I'm more than happy to discuss vegetarian/vegan meals and share recipes. I don't post here as much as I'd like to now that I'm working in the hospital. Feel free to shoot me a PM or e-mail me ([email protected]). Hell, you can find me on facebook, too!

If I see people messaging me, I'll certainly make my way over here and share ideas, too. I'd post some now but I'm supposed to be working. OOPS.


----------



## jymellis (Apr 19, 2010)

we have canine teeth for a reason. i love meat and its good for you. in moderation.


----------



## Bucks (Apr 19, 2010)

ralphy1976 said:


> i know i am going to get shot down in flames for that, but enlightened me a bit here :
> 
> how do you put weight on by being on a vegetarian diet? or are you eating junk food sweet / coke..etc..as well as your diet?



Its very easy to still be overweight on a veggie diet, because of dairy. Nuts and seeds contain alot of (healthy) fats and then you have potatoes and other stratchy carbs, rice, bread etc.

I'm 6ft and weigh 154lbs, so my BMI is pretty much spot on. It is a myth that veggie's/vegans are all very very skinny. I don't eat candy or any junk food and the only things I drink are water, green tea and every so often wine with dinner.


----------



## ralphy1976 (Apr 19, 2010)

got you, i forgot about dairy aspect of the diet.
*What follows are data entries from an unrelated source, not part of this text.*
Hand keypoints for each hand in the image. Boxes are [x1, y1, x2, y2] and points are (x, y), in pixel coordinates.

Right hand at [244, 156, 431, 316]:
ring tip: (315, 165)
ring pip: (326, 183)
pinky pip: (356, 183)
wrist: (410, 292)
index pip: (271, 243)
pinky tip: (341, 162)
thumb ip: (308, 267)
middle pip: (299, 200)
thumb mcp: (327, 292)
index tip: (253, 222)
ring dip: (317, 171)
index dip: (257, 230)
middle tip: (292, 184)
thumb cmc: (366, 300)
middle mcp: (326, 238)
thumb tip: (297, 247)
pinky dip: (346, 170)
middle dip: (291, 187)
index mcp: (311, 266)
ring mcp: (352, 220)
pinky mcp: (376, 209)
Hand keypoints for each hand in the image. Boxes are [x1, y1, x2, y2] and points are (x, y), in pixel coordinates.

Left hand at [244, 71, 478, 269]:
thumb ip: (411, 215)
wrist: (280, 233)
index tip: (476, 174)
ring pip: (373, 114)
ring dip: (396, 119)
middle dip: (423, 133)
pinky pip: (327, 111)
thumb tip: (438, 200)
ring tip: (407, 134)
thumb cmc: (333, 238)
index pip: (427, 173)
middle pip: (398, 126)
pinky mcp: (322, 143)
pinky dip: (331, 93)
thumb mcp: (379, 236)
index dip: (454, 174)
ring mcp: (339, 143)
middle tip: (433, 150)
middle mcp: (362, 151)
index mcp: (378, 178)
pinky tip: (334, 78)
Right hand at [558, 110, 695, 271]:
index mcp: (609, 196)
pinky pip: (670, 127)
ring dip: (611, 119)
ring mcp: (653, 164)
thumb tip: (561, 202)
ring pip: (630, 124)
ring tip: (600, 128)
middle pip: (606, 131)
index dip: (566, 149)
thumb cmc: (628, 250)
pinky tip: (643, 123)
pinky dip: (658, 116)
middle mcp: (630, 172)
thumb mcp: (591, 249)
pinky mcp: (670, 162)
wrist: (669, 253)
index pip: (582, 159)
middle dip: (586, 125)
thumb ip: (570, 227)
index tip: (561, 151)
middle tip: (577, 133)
as for the nuts /seeds..etc..i eat this too and i have to be careful when i don't exercise >8hrs / week to cut down on intake.


----------



## thraxil (Apr 19, 2010)

jymellis said:


> we have canine teeth for a reason.



FWIW, Gorillas have gigantic fangs: 






But are strict vegetarians. 

I've been a vegetarian for about a decade now. Started in large part because I've just never liked meat very much. I was doing a lot of yoga and meditation at the time, basically spending a lot of time observing the internal state of my own mind and body and I noticed significant differences when I ate meat. Meat made me feel slower and heavier, physically and mentally. Cutting it out of my diet completely made me feel lighter and more mentally agile. 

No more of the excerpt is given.